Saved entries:
□ □ □ □ □ □ □
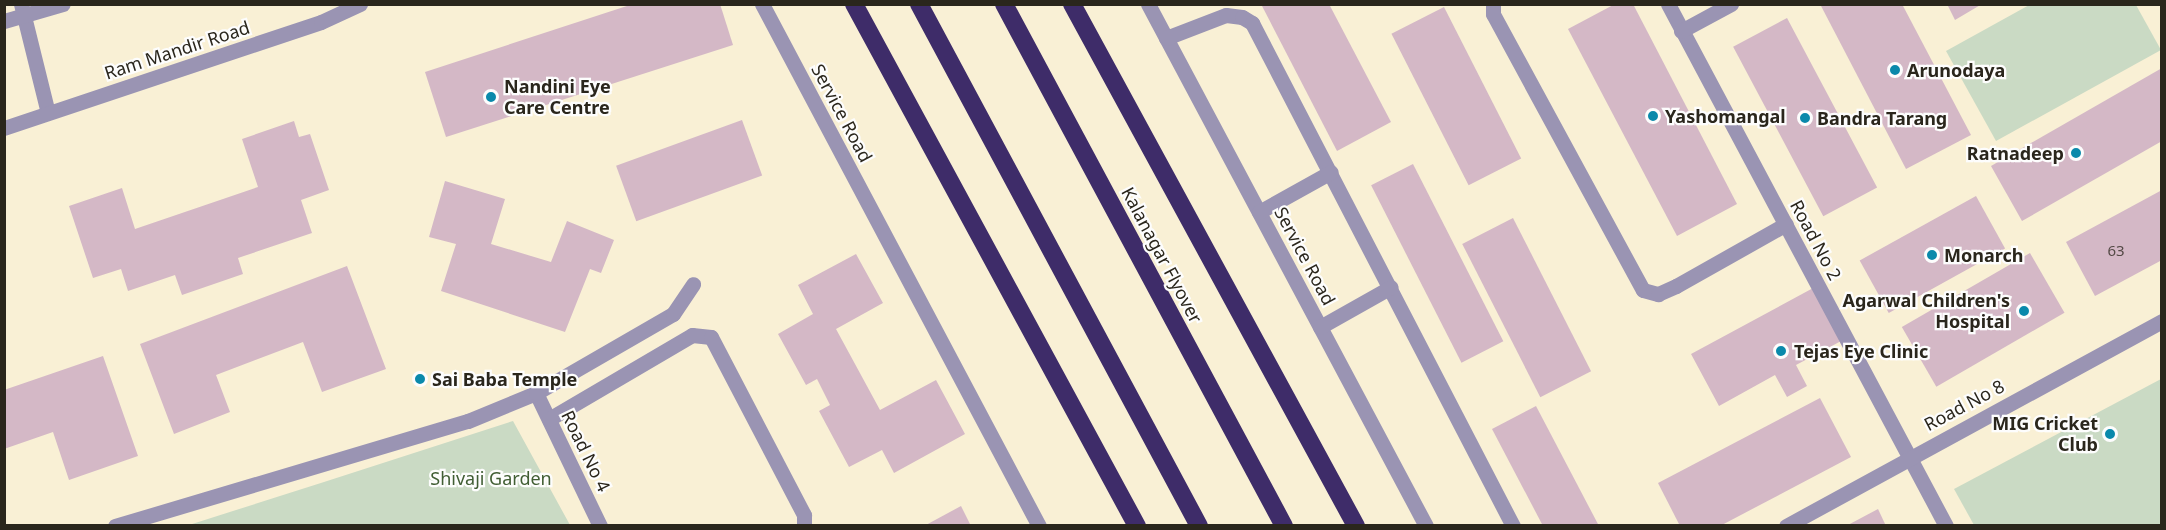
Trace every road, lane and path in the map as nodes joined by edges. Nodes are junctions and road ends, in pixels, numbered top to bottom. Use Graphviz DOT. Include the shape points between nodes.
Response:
graph roads {
  1 [pos="63,4"];
  2 [pos="360,4"];
  3 [pos="762,4"];
  4 [pos="854,4"];
  5 [pos="919,4"];
  6 [pos="1004,4"];
  7 [pos="1072,4"];
  8 [pos="1149,4"];
  9 [pos="1493,4"];
  10 [pos="1668,4"];
  11 [pos="1731,4"];
  12 [pos="23,11"];
  13 [pos="4,21"];
  14 [pos="1681,31"];
  15 [pos="1166,38"];
  16 [pos="48,113"];
  17 [pos="4,128"];
  18 [pos="1331,172"];
  19 [pos="1259,212"];
  20 [pos="1786,224"];
  21 [pos="693,284"];
  22 [pos="1391,287"];
  23 [pos="2162,321"];
  24 [pos="1320,327"];
  25 [pos="536,393"];
  26 [pos="549,419"];
  27 [pos="1910,456"];
  28 [pos="115,525"];
  29 [pos="600,525"];
  30 [pos="804,525"];
  31 [pos="1039,525"];
  32 [pos="1137,525"];
  33 [pos="1199,525"];
  34 [pos="1284,525"];
  35 [pos="1356,525"];
  36 [pos="1426,525"];
  37 [pos="1514,525"];
  38 [pos="1786,525"];
  39 [pos="1946,525"];
  1 -- 12 [label="street"];
  2 -- 16 [label="street, Ram Mandir Road" via="321,22"];
  3 -- 31 [label="street, Service Road"];
  4 -- 32 [label="highway"];
  5 -- 33 [label="highway"];
  6 -- 34 [label="highway, Kalanagar Flyover"];
  7 -- 35 [label="highway"];
  8 -- 15 [label="street, Service Road"];
  9 -- 20 [label="street" via="1493,14 1643,290 1658,294 1676,286"];
  10 -- 14 [label="street, Road No 2"];
  11 -- 14 [label="street"];
  12 -- 13 [label="street"];
  12 -- 16 [label="street"];
  14 -- 20 [label="street, Road No 2"];
  15 -- 18 [label="street" via="1226,15 1252,23"];
  15 -- 19 [label="street, Service Road"];
  16 -- 17 [label="street, Ram Mandir Road"];
  18 -- 19 [label="street"];
  18 -- 22 [label="street"];
  19 -- 24 [label="street, Service Road"];
  20 -- 27 [label="street, Road No 2"];
  21 -- 25 [label="street" via="673,314"];
  22 -- 24 [label="street"];
  22 -- 37 [label="street"];
  23 -- 27 [label="street, Road No 8"];
  24 -- 36 [label="street, Service Road"];
  25 -- 26 [label="street, Road No 4"];
  25 -- 28 [label="street" via="468,421"];
  26 -- 29 [label="street, Road No 4"];
  26 -- 30 [label="street" via="692,335 711,337 804,516"];
  27 -- 38 [label="street, Road No 8"];
  27 -- 39 [label="street, Road No 2"];
}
□ □ □ □ □ □ □
Copy the lines of the entries above that mention "highway".

  4 -- 32 [label="highway"];
  5 -- 33 [label="highway"];
  6 -- 34 [label="highway, Kalanagar Flyover"];
  7 -- 35 [label="highway"];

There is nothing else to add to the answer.